De-serializing a custom model in transformers v4.37.0 onwards doesn't work; weights aren't loaded from the saved checkpoint #29321

ashishu007 · 2024-02-27T16:10:02Z

System Info

transformers version: 4.37.0
Platform: Linux-5.10.192-183.736.amzn2.x86_64-x86_64-with-glibc2.17
Python version: 3.8.11
Huggingface_hub version: 0.20.3
Safetensors version: 0.4.2
Accelerate version: not installed
Accelerate config: not found
PyTorch version (GPU?): not installed (NA)
Tensorflow version (GPU?): 2.12.0 (False)
Flax version (CPU?/GPU?/TPU?): not installed (NA)
Jax version: not installed
JaxLib version: not installed
Using GPU in script?: False
Using distributed or parallel set-up in script?: False

Who can help?

@ArthurZucker @Rocketknight1

Information

The official example scripts
My own modified scripts

Tasks

An officially supported task in the examples folder (such as GLUE/SQuAD, ...)
My own task or dataset (give details below)

Reproduction

I have a custom model that worked fine with transformers==4.33.1 but now fails with transformers==4.37.0. De-serializing the model from a checkpoint doesn't load the weights correctly, instead it randomly initializes the model with a long warning message.

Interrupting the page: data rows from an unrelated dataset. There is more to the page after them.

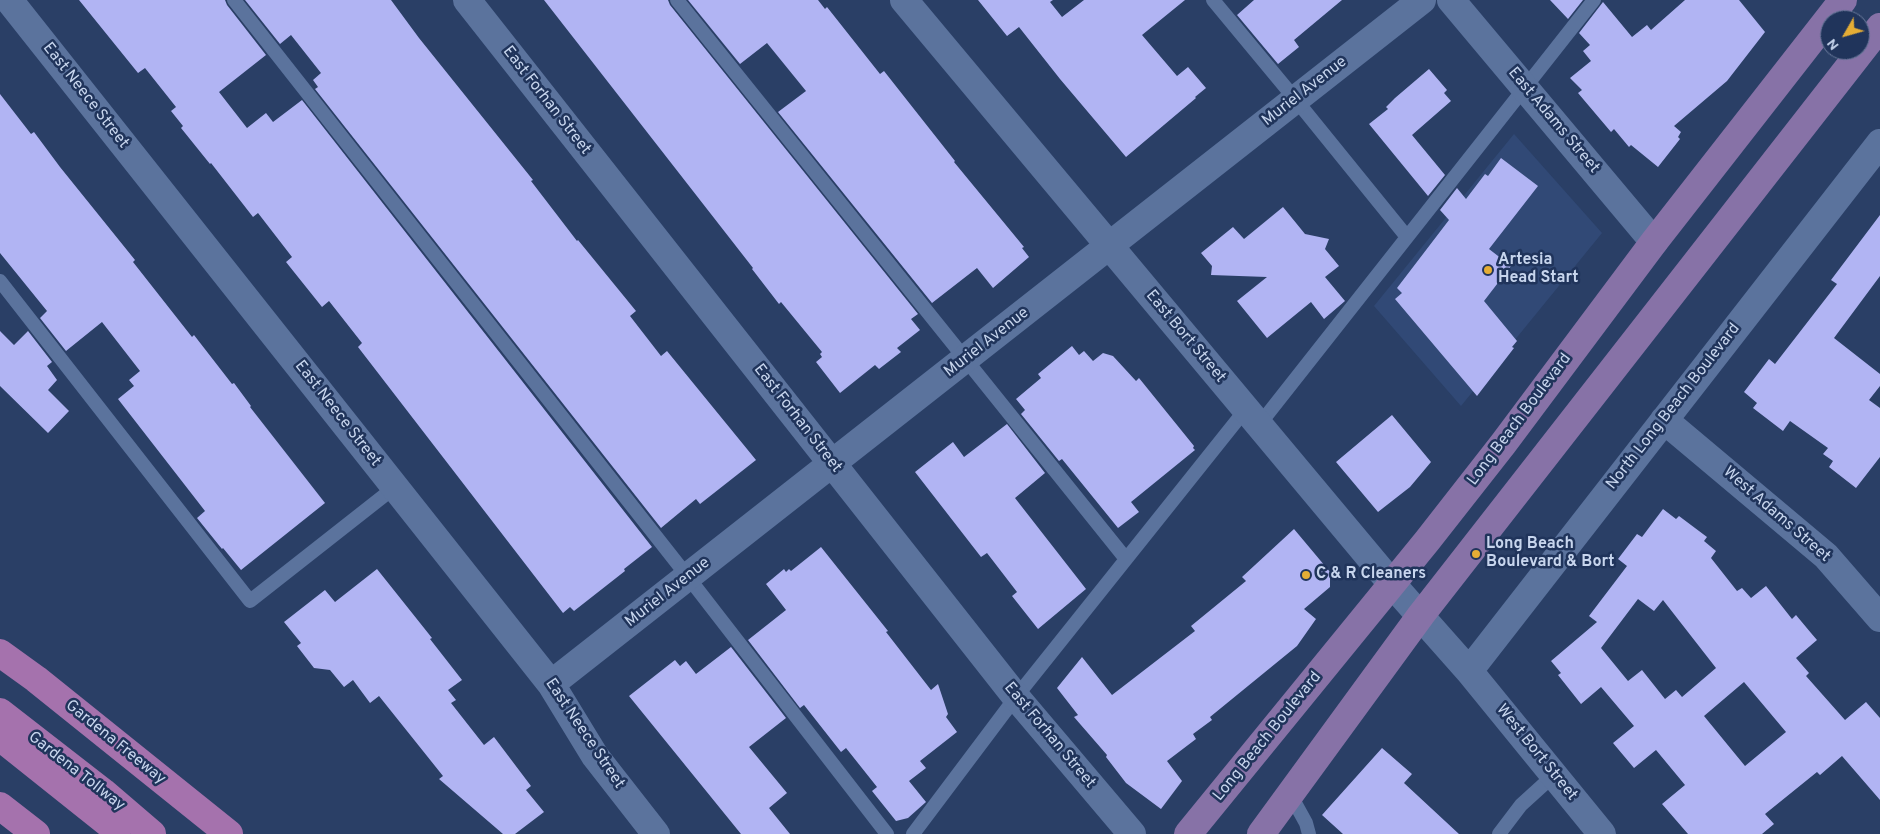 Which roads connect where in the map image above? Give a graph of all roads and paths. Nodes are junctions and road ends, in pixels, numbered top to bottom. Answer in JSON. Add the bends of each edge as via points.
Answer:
{"nodes":[{"id":1,"x":9,"y":0,"type":"edge"},
{"id":2,"x":234,"y":0,"type":"edge"},
{"id":3,"x":467,"y":0,"type":"edge"},
{"id":4,"x":677,"y":0,"type":"edge"},
{"id":5,"x":904,"y":0,"type":"edge"},
{"id":6,"x":1212,"y":0,"type":"edge"},
{"id":7,"x":1422,"y":0,"type":"edge"},
{"id":8,"x":1451,"y":0,"type":"edge"},
{"id":9,"x":1594,"y":0,"type":"edge"},
{"id":10,"x":1843,"y":0,"type":"edge"},
{"id":11,"x":1880,"y":27,"type":"edge"},
{"id":12,"x":1525,"y":88,"type":"junction"},
{"id":13,"x":1296,"y":100,"type":"junction"},
{"id":14,"x":1880,"y":143,"type":"edge"},
{"id":15,"x":1407,"y":237,"type":"junction"},
{"id":16,"x":1654,"y":242,"type":"junction"},
{"id":17,"x":1110,"y":246,"type":"junction"},
{"id":18,"x":0,"y":281,"type":"edge"},
{"id":19,"x":966,"y":360,"type":"junction"},
{"id":20,"x":1252,"y":417,"type":"junction"},
{"id":21,"x":1664,"y":420,"type":"junction"},
{"id":22,"x":832,"y":465,"type":"junction"},
{"id":23,"x":394,"y":487,"type":"junction"},
{"id":24,"x":1126,"y":559,"type":"junction"},
{"id":25,"x":688,"y":577,"type":"junction"},
{"id":26,"x":1392,"y":584,"type":"junction"},
{"id":27,"x":1421,"y":615,"type":"junction"},
{"id":28,"x":1880,"y":618,"type":"edge"},
{"id":29,"x":0,"y":653,"type":"edge"},
{"id":30,"x":1469,"y":671,"type":"junction"},
{"id":31,"x":551,"y":684,"type":"junction"},
{"id":32,"x":1016,"y":698,"type":"junction"},
{"id":33,"x":0,"y":712,"type":"edge"},
{"id":34,"x":0,"y":737,"type":"edge"},
{"id":35,"x":1554,"y":775,"type":"junction"},
{"id":36,"x":1290,"y":794,"type":"junction"},
{"id":37,"x":0,"y":806,"type":"edge"},
{"id":38,"x":36,"y":834,"type":"edge"},
{"id":39,"x":116,"y":834,"type":"edge"},
{"id":40,"x":152,"y":834,"type":"edge"},
{"id":41,"x":229,"y":834,"type":"edge"},
{"id":42,"x":656,"y":834,"type":"edge"},
{"id":43,"x":887,"y":834,"type":"edge"},
{"id":44,"x":913,"y":834,"type":"edge"},
{"id":45,"x":1132,"y":834,"type":"edge"},
{"id":46,"x":1188,"y":834,"type":"edge"},
{"id":47,"x":1262,"y":834,"type":"edge"},
{"id":48,"x":1309,"y":834,"type":"edge"},
{"id":49,"x":1499,"y":834,"type":"edge"},
{"id":50,"x":1602,"y":834,"type":"edge"}],
"edges":[{"from":1,"to":23,"type":"street","name":"East Neece Street"},
{"from":2,"to":25,"type":"lane"},
{"from":3,"to":22,"type":"street","name":"East Forhan Street"},
{"from":4,"to":19,"type":"lane"},
{"from":5,"to":17,"type":"street","name":"East Bort Street"},
{"from":6,"to":13,"type":"lane"},
{"from":7,"to":13,"type":"street","name":"Muriel Avenue"},
{"from":8,"to":12,"type":"street","name":"East Adams Street"},
{"from":9,"to":12,"type":"lane"},
{"from":10,"to":16,"type":"main road","name":"Long Beach Boulevard"},
{"from":11,"to":27,"type":"main road"},
{"from":12,"to":15,"type":"lane"},
{"from":12,"to":16,"type":"street","name":"East Adams Street"},
{"from":13,"to":15,"type":"lane"},
{"from":13,"to":17,"type":"street","name":"Muriel Avenue"},
{"from":14,"to":21,"type":"street","name":"North Long Beach Boulevard"},
{"from":15,"to":20,"type":"lane"},
{"from":16,"to":26,"type":"main road","name":"Long Beach Boulevard","via":[[1503,444]]},
{"from":17,"to":19,"type":"street","name":"Muriel Avenue"},
{"from":17,"to":20,"type":"street","name":"East Bort Street"},
{"from":18,"to":23,"type":"lane","via":[[250,601]]},
{"from":19,"to":22,"type":"street","name":"Muriel Avenue"},
{"from":19,"to":24,"type":"lane"},
{"from":20,"to":24,"type":"lane"},
{"from":20,"to":26,"type":"street","name":"East Bort Street"},
{"from":21,"to":28,"type":"street","name":"West Adams Street","via":[[1826,556]]},
{"from":21,"to":30,"type":"street","name":"North Long Beach Boulevard"},
{"from":22,"to":25,"type":"street","name":"Muriel Avenue"},
{"from":22,"to":32,"type":"street","name":"East Forhan Street"},
{"from":23,"to":31,"type":"street","name":"East Neece Street"},
{"from":24,"to":32,"type":"lane"},
{"from":25,"to":31,"type":"street","name":"Muriel Avenue"},
{"from":25,"to":43,"type":"lane"},
{"from":26,"to":27,"type":"street","name":"East Bort Street"},
{"from":26,"to":46,"type":"main road","name":"Long Beach Boulevard"},
{"from":27,"to":30,"type":"street","name":"East Bort Street"},
{"from":27,"to":36,"type":"main road"},
{"from":29,"to":41,"type":"highway","name":"Gardena Freeway"},
{"from":30,"to":35,"type":"street","name":"West Bort Street"},
{"from":31,"to":42,"type":"street","name":"East Neece Street","via":[[595,756]]},
{"from":32,"to":44,"type":"lane"},
{"from":32,"to":45,"type":"street","name":"East Forhan Street"},
{"from":33,"to":40,"type":"highway","name":"Gardena Tollway"},
{"from":34,"to":39,"type":"highway","name":"Gardena Tollway","via":[[114,828]]},
{"from":35,"to":49,"type":"lane","via":[[1521,805]]},
{"from":35,"to":50,"type":"street","name":"West Bort Street"},
{"from":36,"to":47,"type":"main road"},
{"from":36,"to":48,"type":"lane"},
{"from":37,"to":38,"type":"highway"}]}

This appears to be a breaking change across minor versions that isn't backwards compatible.

A compact example of the custom model that raises the same warning is given below.

Q: What can I do to make my code work with recent transformers version?

Custom model class

import transformers
import tensorflow as tf
import numpy as np
from typing import List, Union, Tuple, Optional


class CustomBertClassifier(
    transformers.TFBertPreTrainedModel,
    transformers.modeling_tf_utils.TFSequenceClassificationLoss
):
    def __init__(self, config: transformers.BertConfig, *inputs, **kwargs):
        super().__init__(config, *inputs, **kwargs)
        self.bert = transformers.TFBertMainLayer(config, name="bert_lm")
        self.fc_layer = tf.keras.layers.Dense(units=768, name="fully_connected_layer")
        self.classifier = tf.keras.layers.Dense(
            units=2,
            name="classifier_head",
        )
        self.config = config

    def call(
        self,
        input_ids: Optional[transformers.modeling_tf_utils.TFModelInputType] = None,
        attention_mask: Optional[Union[np.ndarray, tf.Tensor]] = None,
        token_type_ids: Optional[Union[np.ndarray, tf.Tensor]] = None,
        position_ids: Optional[Union[np.ndarray, tf.Tensor]] = None,
        head_mask: Optional[Union[np.ndarray, tf.Tensor]] = None,
        inputs_embeds: Optional[Union[np.ndarray, tf.Tensor]] = None,
        output_attentions: Optional[bool] = None,
        output_hidden_states: Optional[bool] = None,
        return_dict: Optional[bool] = None,
        labels: Optional[Union[np.ndarray, tf.Tensor]] = None,
        training: Optional[bool] = False,
    ) -> Union[
        transformers.modeling_tf_outputs.TFSequenceClassifierOutput,
        Tuple[tf.Tensor]
    ]:
        r"""
        labels (`tf.Tensor` or `np.ndarray` of shape `(batch_size,)`, *optional*):
            Labels for computing the sequence classification/regression loss. Indices should be in `[0, ...,
            config.num_labels - 1]`. If `config.num_labels == 1` a regression loss is computed (Mean-Square loss), If
            `config.num_labels > 1` a classification loss is computed (Cross-Entropy).
        """
        outputs = self.bert(
            input_ids=input_ids,
            attention_mask=attention_mask,
            token_type_ids=token_type_ids,
            position_ids=position_ids,
            head_mask=head_mask,
            inputs_embeds=inputs_embeds,
            output_attentions=output_attentions,
            output_hidden_states=output_hidden_states,
            return_dict=return_dict,
            training=training,
        )
        pooled_output = outputs[1]
        fc_output = self.fc_layer(inputs=pooled_output)
        logits = self.classifier(inputs=fc_output)
        loss = None if labels is None else self.hf_compute_loss(labels=labels, logits=logits)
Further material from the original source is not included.